*EXERCISE DETAILS*. Every line below that has the string "where" adds one to the count. Give that count by itself.

#### EXCERPTED DATA

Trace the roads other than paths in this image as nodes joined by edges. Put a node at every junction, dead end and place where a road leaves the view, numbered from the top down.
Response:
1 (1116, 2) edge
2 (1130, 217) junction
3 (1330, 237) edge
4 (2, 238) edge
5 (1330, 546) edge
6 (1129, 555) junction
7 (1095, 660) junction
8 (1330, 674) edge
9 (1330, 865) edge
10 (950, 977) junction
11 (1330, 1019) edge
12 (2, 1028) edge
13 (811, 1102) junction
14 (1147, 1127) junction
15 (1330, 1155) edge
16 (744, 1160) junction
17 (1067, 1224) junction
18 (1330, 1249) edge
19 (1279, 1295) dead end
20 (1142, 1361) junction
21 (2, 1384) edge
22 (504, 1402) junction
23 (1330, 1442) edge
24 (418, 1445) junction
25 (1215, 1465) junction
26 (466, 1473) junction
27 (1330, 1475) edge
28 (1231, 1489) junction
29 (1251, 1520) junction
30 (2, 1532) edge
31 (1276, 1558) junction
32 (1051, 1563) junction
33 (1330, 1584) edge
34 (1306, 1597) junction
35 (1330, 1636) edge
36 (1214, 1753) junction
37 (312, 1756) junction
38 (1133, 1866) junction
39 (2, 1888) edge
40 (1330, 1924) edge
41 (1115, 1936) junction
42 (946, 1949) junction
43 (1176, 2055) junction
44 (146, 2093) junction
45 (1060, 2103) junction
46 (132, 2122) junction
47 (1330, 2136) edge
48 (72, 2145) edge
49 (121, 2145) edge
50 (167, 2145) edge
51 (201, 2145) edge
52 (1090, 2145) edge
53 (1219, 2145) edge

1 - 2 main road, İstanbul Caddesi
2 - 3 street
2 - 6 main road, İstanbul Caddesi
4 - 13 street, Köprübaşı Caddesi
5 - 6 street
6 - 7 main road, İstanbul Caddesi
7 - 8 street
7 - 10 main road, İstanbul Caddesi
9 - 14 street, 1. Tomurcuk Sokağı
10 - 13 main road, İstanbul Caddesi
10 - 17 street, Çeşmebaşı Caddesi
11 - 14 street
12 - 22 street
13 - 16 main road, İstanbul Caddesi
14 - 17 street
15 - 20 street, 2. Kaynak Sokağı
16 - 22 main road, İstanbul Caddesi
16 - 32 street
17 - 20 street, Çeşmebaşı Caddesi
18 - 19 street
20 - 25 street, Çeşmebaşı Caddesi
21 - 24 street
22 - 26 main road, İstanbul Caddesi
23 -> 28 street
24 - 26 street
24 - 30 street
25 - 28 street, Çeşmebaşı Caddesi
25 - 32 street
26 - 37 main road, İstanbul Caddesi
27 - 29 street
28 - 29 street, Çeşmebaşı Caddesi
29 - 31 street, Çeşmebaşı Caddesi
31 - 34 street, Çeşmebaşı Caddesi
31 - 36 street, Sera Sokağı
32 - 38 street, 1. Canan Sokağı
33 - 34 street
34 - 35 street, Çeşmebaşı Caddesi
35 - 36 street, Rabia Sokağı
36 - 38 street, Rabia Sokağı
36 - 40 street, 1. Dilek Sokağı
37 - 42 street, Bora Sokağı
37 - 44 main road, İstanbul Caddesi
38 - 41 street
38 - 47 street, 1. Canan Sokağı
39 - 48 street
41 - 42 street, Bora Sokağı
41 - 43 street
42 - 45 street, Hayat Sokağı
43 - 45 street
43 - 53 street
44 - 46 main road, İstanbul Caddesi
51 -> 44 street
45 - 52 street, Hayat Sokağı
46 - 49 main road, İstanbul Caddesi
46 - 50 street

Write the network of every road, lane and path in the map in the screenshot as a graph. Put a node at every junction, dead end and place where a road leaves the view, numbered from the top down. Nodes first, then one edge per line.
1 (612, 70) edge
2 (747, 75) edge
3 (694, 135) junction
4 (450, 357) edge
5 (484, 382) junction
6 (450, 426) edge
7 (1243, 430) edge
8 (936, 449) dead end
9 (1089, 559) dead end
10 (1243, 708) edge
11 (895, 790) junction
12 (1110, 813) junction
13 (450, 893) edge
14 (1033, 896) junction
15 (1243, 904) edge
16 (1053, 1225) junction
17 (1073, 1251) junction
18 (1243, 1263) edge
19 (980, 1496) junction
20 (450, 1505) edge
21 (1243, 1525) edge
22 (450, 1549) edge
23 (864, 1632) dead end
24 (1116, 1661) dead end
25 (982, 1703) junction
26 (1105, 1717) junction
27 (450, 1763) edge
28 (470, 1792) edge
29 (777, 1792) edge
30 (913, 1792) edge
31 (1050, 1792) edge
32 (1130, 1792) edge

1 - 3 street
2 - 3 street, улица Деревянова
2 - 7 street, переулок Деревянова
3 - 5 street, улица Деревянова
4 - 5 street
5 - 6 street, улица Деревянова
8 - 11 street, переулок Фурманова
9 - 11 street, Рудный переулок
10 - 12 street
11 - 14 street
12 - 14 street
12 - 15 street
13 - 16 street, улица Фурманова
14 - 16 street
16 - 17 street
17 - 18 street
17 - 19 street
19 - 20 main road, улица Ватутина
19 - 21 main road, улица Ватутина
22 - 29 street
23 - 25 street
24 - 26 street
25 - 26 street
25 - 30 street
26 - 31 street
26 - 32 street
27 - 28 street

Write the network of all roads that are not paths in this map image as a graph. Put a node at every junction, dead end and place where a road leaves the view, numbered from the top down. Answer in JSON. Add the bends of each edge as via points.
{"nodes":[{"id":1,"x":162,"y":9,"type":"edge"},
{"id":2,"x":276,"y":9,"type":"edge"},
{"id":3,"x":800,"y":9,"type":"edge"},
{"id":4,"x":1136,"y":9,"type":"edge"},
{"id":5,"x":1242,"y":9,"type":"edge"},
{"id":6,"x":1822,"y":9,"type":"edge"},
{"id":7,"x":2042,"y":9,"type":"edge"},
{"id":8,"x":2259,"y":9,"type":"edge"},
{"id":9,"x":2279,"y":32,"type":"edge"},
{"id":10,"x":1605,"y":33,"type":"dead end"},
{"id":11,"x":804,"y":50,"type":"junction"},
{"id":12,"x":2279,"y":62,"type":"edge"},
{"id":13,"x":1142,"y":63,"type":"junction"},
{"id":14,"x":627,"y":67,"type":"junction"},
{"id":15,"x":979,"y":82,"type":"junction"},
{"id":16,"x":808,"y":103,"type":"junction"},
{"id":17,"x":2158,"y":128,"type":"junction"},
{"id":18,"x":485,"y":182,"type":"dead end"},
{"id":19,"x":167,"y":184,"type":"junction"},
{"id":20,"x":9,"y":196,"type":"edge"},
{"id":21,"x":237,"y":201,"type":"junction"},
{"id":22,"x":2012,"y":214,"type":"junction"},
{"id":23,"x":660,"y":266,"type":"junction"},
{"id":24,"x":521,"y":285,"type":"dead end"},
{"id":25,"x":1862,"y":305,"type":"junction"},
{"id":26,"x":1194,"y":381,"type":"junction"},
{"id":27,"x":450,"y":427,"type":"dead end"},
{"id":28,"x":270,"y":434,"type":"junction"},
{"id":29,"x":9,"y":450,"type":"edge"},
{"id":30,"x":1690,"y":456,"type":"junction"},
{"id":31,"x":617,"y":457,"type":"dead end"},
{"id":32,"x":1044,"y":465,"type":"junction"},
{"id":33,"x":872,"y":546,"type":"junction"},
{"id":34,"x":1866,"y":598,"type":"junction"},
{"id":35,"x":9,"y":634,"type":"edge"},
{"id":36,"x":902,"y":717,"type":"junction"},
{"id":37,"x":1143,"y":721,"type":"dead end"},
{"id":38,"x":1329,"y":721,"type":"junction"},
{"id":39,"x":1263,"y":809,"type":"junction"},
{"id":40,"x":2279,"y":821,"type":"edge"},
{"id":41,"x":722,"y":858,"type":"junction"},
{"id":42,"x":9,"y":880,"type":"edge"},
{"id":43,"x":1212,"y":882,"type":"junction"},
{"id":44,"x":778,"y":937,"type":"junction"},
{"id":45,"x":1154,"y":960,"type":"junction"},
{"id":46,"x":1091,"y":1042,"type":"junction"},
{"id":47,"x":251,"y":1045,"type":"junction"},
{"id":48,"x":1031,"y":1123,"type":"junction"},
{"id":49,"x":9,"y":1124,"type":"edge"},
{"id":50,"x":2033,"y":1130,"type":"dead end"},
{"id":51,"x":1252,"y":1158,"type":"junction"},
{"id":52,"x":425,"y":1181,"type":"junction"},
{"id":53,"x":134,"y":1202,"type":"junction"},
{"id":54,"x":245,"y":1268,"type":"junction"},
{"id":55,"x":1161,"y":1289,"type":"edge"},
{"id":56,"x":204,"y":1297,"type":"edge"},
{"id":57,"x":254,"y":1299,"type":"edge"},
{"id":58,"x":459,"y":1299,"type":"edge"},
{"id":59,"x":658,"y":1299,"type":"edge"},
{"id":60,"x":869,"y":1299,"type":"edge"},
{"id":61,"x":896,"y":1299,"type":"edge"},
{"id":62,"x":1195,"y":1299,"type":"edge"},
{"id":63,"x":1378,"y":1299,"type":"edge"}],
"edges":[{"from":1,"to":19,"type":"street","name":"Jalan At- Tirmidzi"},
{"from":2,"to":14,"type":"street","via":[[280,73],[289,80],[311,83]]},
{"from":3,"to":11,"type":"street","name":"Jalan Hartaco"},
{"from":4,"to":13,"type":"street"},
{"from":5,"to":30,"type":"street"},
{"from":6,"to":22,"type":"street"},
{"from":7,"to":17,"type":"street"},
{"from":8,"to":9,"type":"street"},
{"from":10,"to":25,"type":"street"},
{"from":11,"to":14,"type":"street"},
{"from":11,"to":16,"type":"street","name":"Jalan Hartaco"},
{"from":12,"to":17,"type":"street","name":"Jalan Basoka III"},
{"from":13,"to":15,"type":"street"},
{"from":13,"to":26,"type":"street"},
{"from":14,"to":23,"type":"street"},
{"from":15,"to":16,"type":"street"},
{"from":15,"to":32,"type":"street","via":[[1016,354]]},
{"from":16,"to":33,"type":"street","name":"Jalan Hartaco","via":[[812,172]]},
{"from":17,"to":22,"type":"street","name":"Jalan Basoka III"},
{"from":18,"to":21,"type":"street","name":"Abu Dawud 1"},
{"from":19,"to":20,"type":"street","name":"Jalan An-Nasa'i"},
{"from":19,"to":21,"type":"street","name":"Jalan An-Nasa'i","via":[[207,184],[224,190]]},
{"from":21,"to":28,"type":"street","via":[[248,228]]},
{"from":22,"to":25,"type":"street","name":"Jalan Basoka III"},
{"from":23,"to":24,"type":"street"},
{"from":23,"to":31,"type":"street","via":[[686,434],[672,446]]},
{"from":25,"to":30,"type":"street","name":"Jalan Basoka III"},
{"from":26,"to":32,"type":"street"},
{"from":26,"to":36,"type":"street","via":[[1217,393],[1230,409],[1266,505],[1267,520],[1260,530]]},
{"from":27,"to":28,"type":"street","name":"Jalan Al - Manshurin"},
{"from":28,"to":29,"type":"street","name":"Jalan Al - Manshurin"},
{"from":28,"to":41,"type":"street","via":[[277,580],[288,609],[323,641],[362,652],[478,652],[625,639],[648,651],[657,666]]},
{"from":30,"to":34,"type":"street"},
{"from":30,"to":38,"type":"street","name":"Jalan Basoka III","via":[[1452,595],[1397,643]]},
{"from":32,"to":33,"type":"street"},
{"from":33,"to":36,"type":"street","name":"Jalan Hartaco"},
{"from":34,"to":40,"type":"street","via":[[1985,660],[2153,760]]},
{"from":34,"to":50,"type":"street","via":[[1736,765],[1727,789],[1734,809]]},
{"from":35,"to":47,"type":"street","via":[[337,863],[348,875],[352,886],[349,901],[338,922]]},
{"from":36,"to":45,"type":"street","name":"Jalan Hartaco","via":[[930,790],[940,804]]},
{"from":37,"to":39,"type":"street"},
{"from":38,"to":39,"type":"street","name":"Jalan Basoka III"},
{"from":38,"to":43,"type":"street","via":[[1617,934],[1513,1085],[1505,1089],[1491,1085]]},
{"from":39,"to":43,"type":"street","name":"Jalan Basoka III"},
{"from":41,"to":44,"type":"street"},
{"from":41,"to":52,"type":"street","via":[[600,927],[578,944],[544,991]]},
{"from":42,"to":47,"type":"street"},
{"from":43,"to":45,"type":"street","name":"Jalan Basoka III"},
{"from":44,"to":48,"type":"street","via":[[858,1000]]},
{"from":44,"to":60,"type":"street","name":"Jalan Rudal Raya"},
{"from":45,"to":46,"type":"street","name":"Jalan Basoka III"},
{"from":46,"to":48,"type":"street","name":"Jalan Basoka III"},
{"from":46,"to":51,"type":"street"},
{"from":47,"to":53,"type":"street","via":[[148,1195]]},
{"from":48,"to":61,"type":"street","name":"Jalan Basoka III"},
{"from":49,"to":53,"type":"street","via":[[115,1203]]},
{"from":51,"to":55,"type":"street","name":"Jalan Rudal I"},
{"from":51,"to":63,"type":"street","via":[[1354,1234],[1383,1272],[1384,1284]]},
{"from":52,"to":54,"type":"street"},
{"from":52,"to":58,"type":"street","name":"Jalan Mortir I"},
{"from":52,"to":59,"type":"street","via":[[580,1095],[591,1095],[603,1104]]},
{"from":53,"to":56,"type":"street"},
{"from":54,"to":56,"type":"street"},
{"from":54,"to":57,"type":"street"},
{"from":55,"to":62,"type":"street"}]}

########

*YOUR RESPONSE*. 3